** Given information follows **

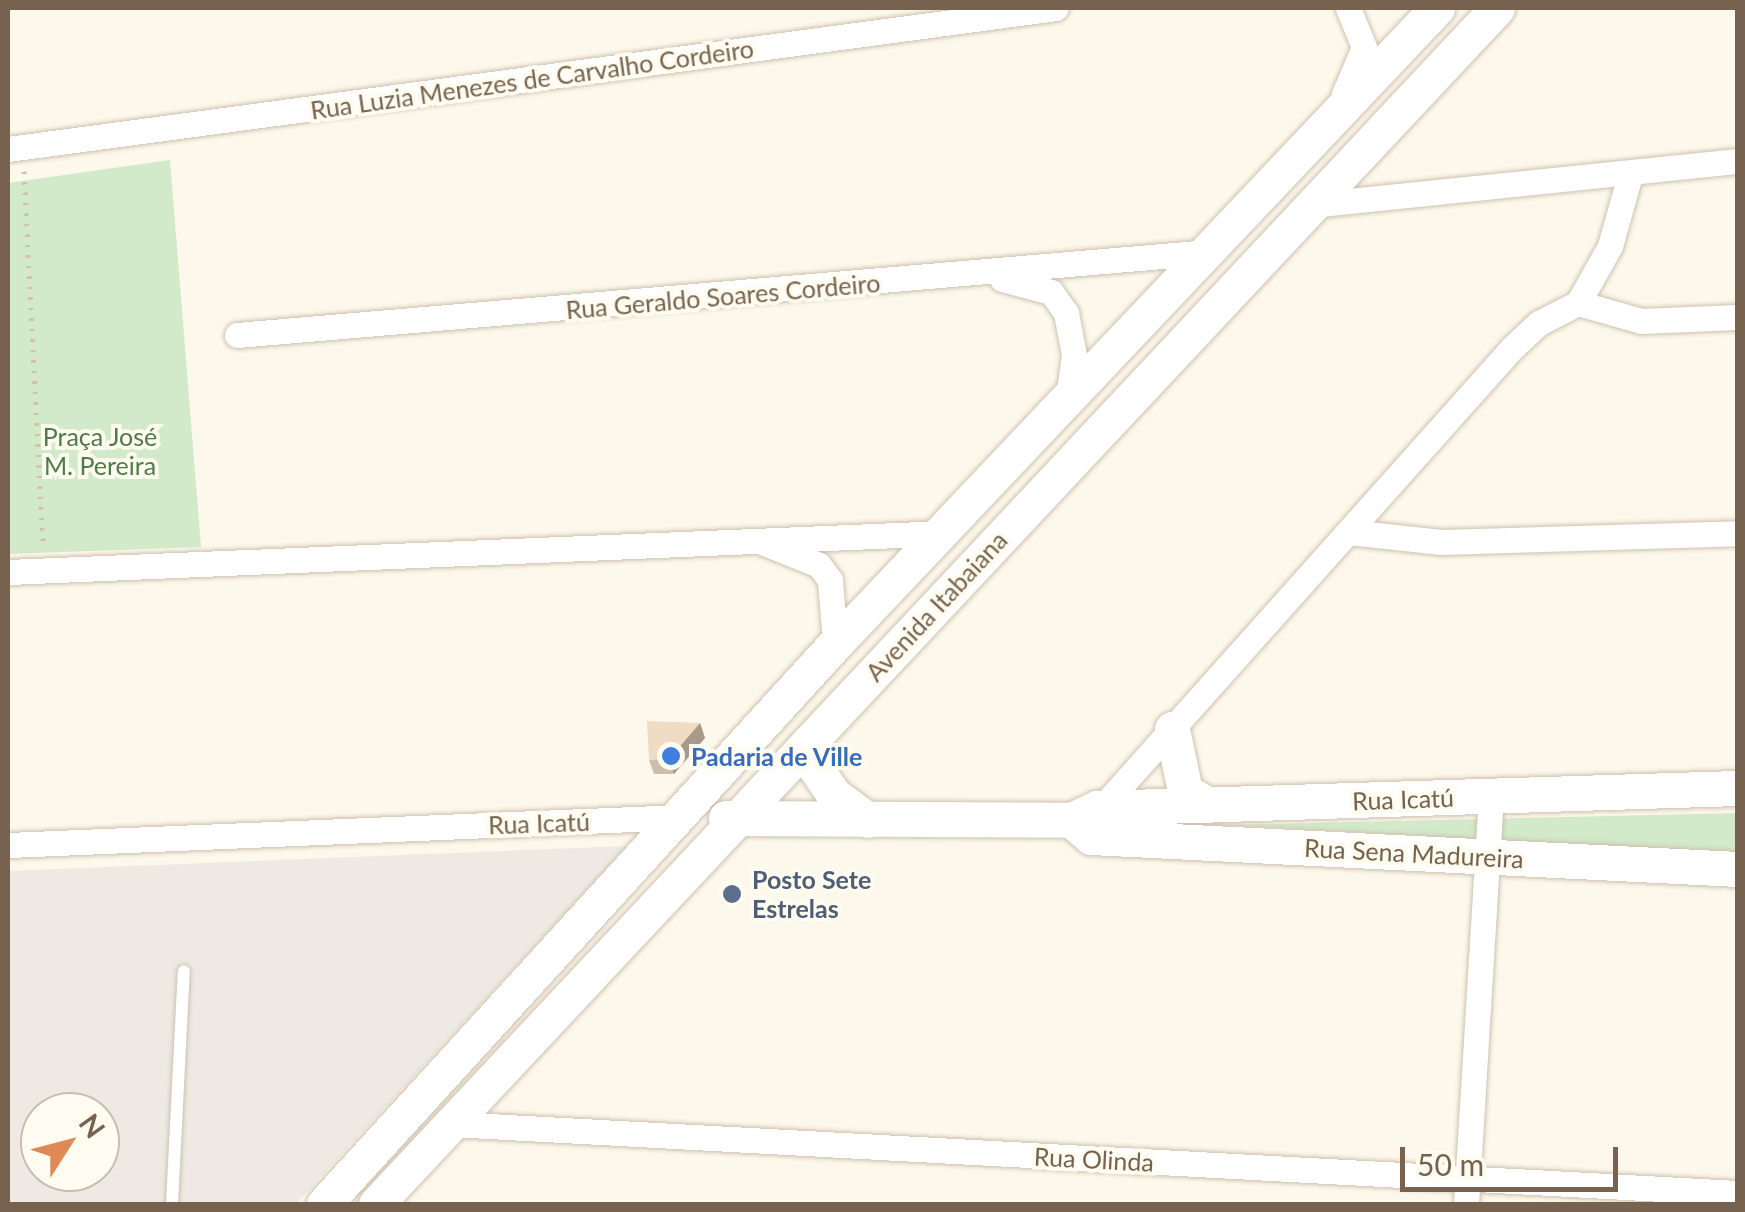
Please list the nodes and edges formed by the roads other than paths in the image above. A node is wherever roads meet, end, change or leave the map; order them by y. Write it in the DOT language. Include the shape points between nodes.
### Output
graph roads {
  1 [pos="1056,8"];
  2 [pos="1348,8"];
  3 [pos="1437,8"];
  4 [pos="1496,8"];
  5 [pos="1307,146"];
  6 [pos="15,149"];
  7 [pos="1738,161"];
  8 [pos="1630,175"];
  9 [pos="1310,205"];
  10 [pos="1208,252"];
  11 [pos="988,275"];
  12 [pos="1578,303"];
  13 [pos="1738,317"];
  14 [pos="237,335"];
  15 [pos="1066,405"];
  16 [pos="1349,532"];
  17 [pos="945,533"];
  18 [pos="1738,533"];
  19 [pos="750,539"];
  20 [pos="8,572"];
  21 [pos="835,644"];
  22 [pos="1172,729"];
  23 [pos="808,742"];
  24 [pos="1738,788"];
  25 [pos="1491,796"];
  26 [pos="1208,805"];
  27 [pos="681,818"];
  28 [pos="739,818"];
  29 [pos="868,820"];
  30 [pos="1086,822"];
  31 [pos="8,845"];
  32 [pos="1490,856"];
  33 [pos="1738,869"];
  34 [pos="184,971"];
  35 [pos="451,1124"];
  36 [pos="1467,1192"];
  37 [pos="1738,1193"];
  38 [pos="172,1204"];
  39 [pos="324,1204"];
  40 [pos="376,1204"];
  1 -- 6 [label="street, Rua Luzia Menezes de Carvalho Cordeiro"];
  2 -- 5 [label="street" via="1364,47 1357,72"];
  3 -- 5 [label="main road, Avenida Itabaiana"];
  4 -- 9 [label="main road, Avenida Itabaiana"];
  5 -- 10 [label="main road, Avenida Itabaiana"];
  7 -- 8 [label="street"];
  8 -- 9 [label="street"];
  8 -- 12 [label="street" via="1610,246"];
  9 -- 23 [label="main road, Avenida Itabaiana"];
  10 -- 11 [label="street, Rua Geraldo Soares Cordeiro"];
  10 -- 15 [label="main road, Avenida Itabaiana"];
  11 -- 14 [label="street, Rua Geraldo Soares Cordeiro"];
  11 -- 15 [label="street" via="1051,292 1066,313 1074,379"];
  12 -- 13 [label="street" via="1641,321"];
  12 -- 16 [label="street" via="1539,323 1512,348"];
  15 -- 17 [label="main road, Avenida Itabaiana"];
  16 -- 18 [label="street" via="1441,542"];
  16 -- 22 [label="street"];
  17 -- 19 [label="street"];
  17 -- 21 [label="main road, Avenida Itabaiana"];
  19 -- 20 [label="street"];
  19 -- 21 [label="street" via="819,565 833,589"];
  21 -- 27 [label="main road, Avenida Itabaiana"];
  22 -- 26 [label="main road" via="1185,790"];
  22 -- 30 [label="street"];
  23 -- 28 [label="main road, Avenida Itabaiana"];
  23 -- 29 [label="main road" via="814,767 834,796"];
  24 -- 25 [label="main road, Rua Icatú"];
  25 -- 26 [label="main road, Rua Icatú"];
  25 -- 32 [label="street"];
  26 -- 30 [label="main road, Rua Icatú"];
  27 -- 28 [label="main road, Rua Icatú"];
  27 -- 31 [label="street, Rua Icatú"];
  27 -- 39 [label="main road, Avenida Itabaiana"];
  28 -- 29 [label="main road, Rua Icatú"];
  28 -- 35 [label="main road, Avenida Itabaiana"];
  29 -- 30 [label="main road, Rua Icatú"];
  30 -- 32 [label="main road, Rua Sena Madureira"];
  32 -- 33 [label="main road, Rua Sena Madureira"];
  32 -- 36 [label="street"];
  34 -- 38 [label="lane"];
  35 -- 36 [label="street, Rua Olinda"];
  35 -- 40 [label="main road, Avenida Itabaiana"];
  36 -- 37 [label="street, Rua Olinda"];
}
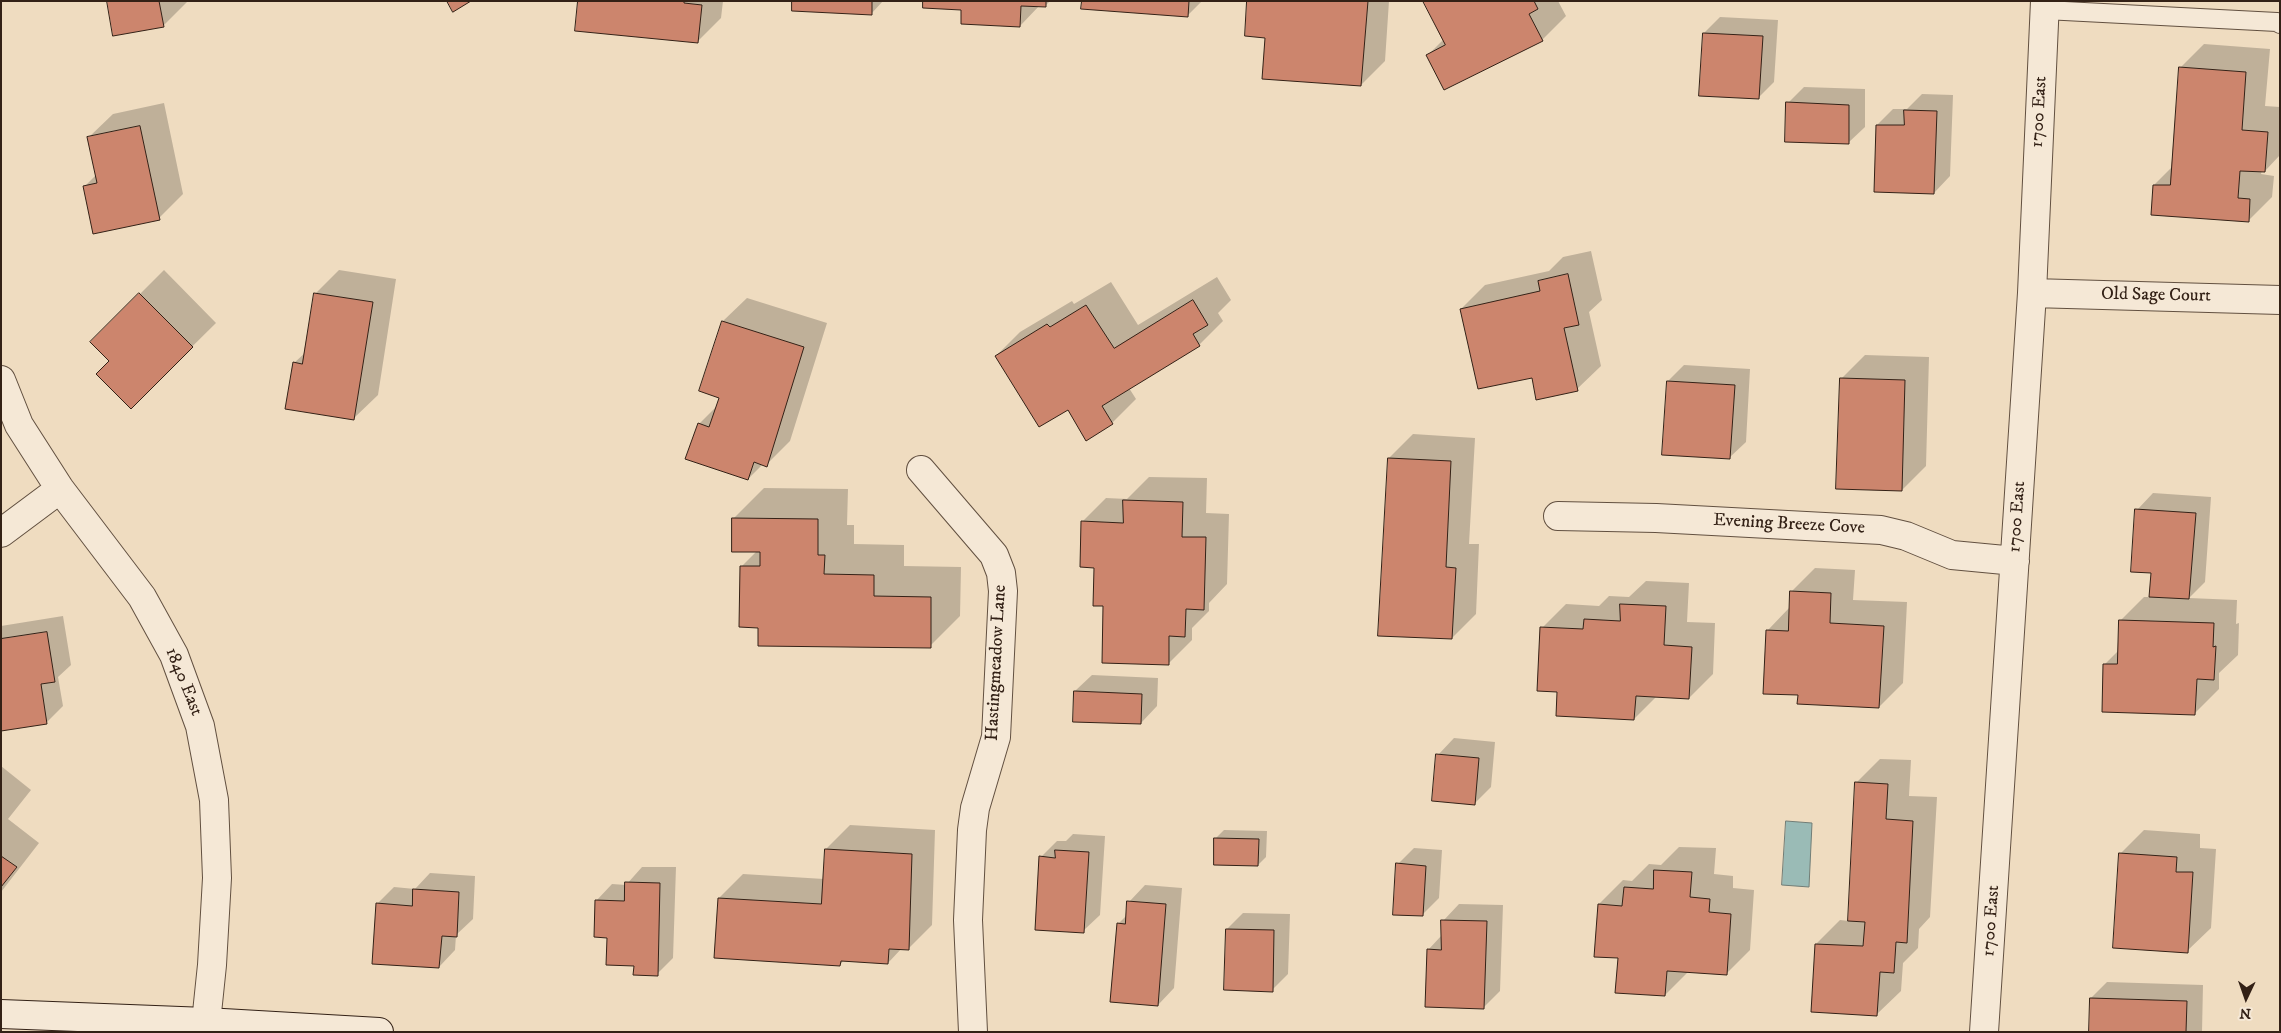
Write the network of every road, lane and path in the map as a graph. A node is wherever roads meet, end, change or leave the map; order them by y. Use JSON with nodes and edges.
{"nodes":[{"id":1,"x":2045,"y":6,"type":"edge"},
{"id":2,"x":2280,"y":24,"type":"edge"},
{"id":3,"x":2032,"y":293,"type":"junction"},
{"id":4,"x":2280,"y":300,"type":"edge"},
{"id":5,"x":1,"y":380,"type":"edge"},
{"id":6,"x":921,"y":470,"type":"dead end"},
{"id":7,"x":60,"y":489,"type":"junction"},
{"id":8,"x":1558,"y":516,"type":"dead end"},
{"id":9,"x":1,"y":533,"type":"edge"},
{"id":10,"x":2015,"y":561,"type":"junction"},
{"id":11,"x":1,"y":1014,"type":"edge"},
{"id":12,"x":205,"y":1027,"type":"edge"},
{"id":13,"x":379,"y":1032,"type":"edge"},
{"id":14,"x":973,"y":1032,"type":"edge"},
{"id":15,"x":1984,"y":1032,"type":"edge"}],
"edges":[{"from":1,"to":2,"type":"lane"},
{"from":1,"to":3,"type":"street","name":"1700 East"},
{"from":3,"to":4,"type":"street","name":"Old Sage Court"},
{"from":3,"to":10,"type":"street","name":"1700 East"},
{"from":5,"to":7,"type":"street","name":"1840 East"},
{"from":6,"to":14,"type":"street","name":"Hastingmeadow Lane"},
{"from":7,"to":9,"type":"street"},
{"from":7,"to":12,"type":"street","name":"1840 East"},
{"from":8,"to":10,"type":"street","name":"Evening Breeze Cove"},
{"from":10,"to":15,"type":"street","name":"1700 East"},
{"from":11,"to":12,"type":"street"},
{"from":12,"to":13,"type":"street"}]}
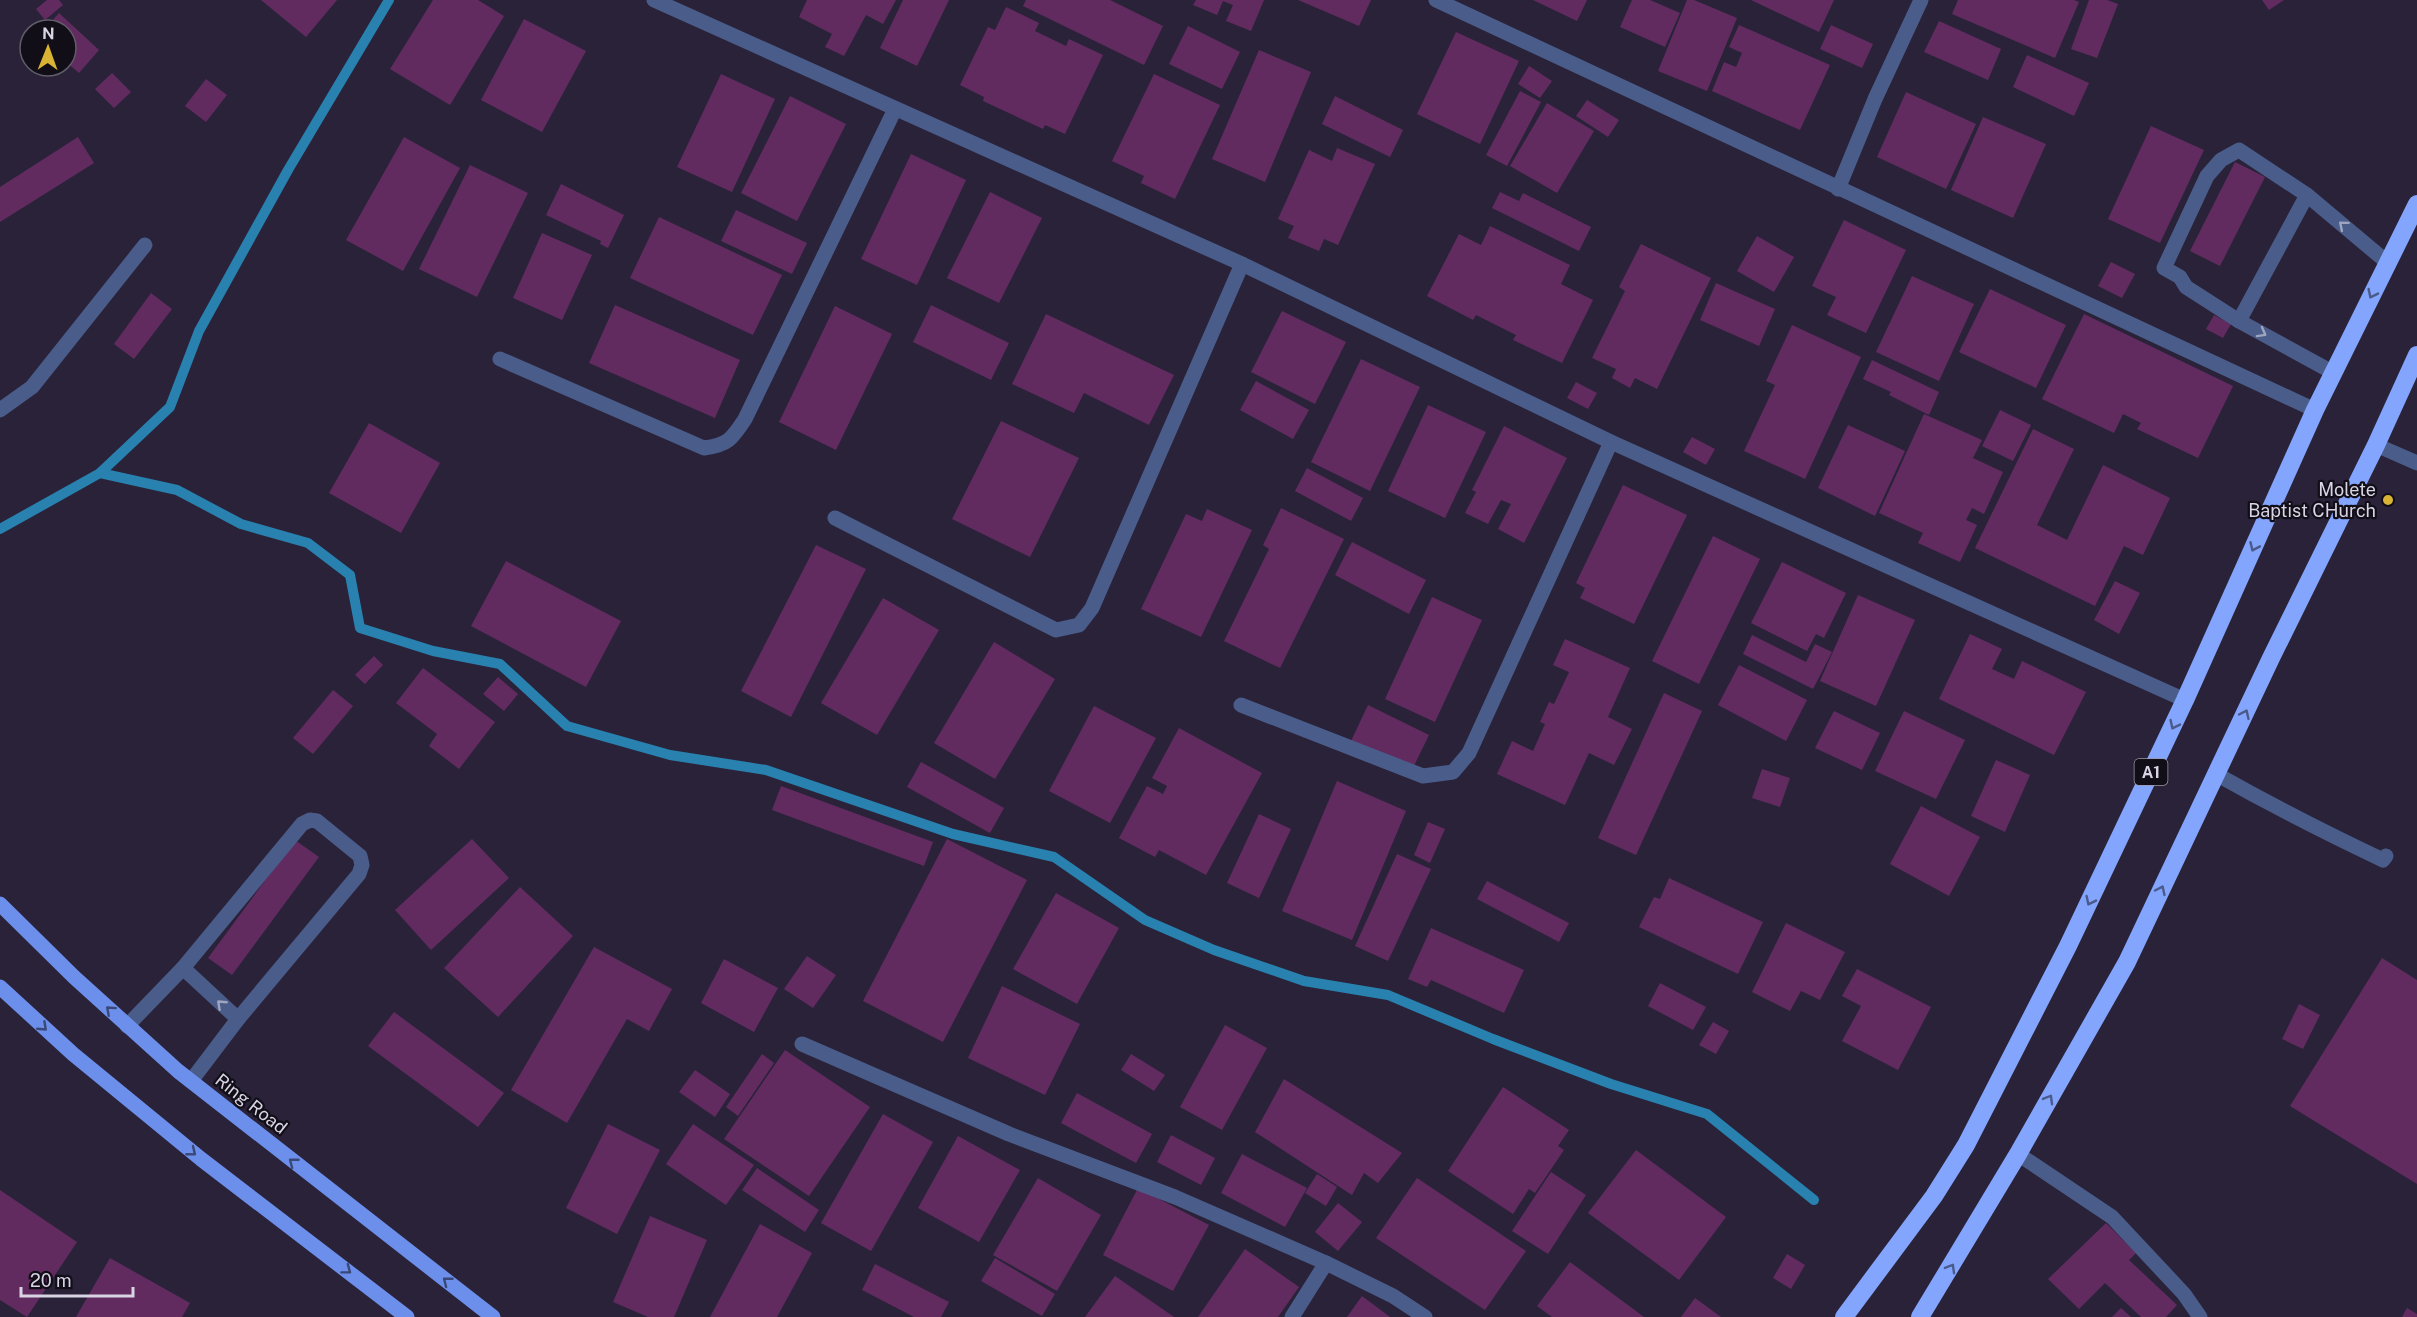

** End of Given information **

Your assignment | With the pictures excluded, transcribe word for word only the lines from the one containing "Write the network" through the last line of the records.

Expected answer |
Write the network of every road, lane and path in the map as a graph. A node is wherever roads meet, end, change or leave the map; order them by y. Use JSON with nodes and edges.
{"nodes":[{"id":1,"x":2045,"y":6,"type":"edge"},
{"id":2,"x":2280,"y":24,"type":"edge"},
{"id":3,"x":2032,"y":293,"type":"junction"},
{"id":4,"x":2280,"y":300,"type":"edge"},
{"id":5,"x":1,"y":380,"type":"edge"},
{"id":6,"x":921,"y":470,"type":"dead end"},
{"id":7,"x":60,"y":489,"type":"junction"},
{"id":8,"x":1558,"y":516,"type":"dead end"},
{"id":9,"x":1,"y":533,"type":"edge"},
{"id":10,"x":2015,"y":561,"type":"junction"},
{"id":11,"x":1,"y":1014,"type":"edge"},
{"id":12,"x":205,"y":1027,"type":"edge"},
{"id":13,"x":379,"y":1032,"type":"edge"},
{"id":14,"x":973,"y":1032,"type":"edge"},
{"id":15,"x":1984,"y":1032,"type":"edge"}],
"edges":[{"from":1,"to":2,"type":"lane"},
{"from":1,"to":3,"type":"street","name":"1700 East"},
{"from":3,"to":4,"type":"street","name":"Old Sage Court"},
{"from":3,"to":10,"type":"street","name":"1700 East"},
{"from":5,"to":7,"type":"street","name":"1840 East"},
{"from":6,"to":14,"type":"street","name":"Hastingmeadow Lane"},
{"from":7,"to":9,"type":"street"},
{"from":7,"to":12,"type":"street","name":"1840 East"},
{"from":8,"to":10,"type":"street","name":"Evening Breeze Cove"},
{"from":10,"to":15,"type":"street","name":"1700 East"},
{"from":11,"to":12,"type":"street"},
{"from":12,"to":13,"type":"street"}]}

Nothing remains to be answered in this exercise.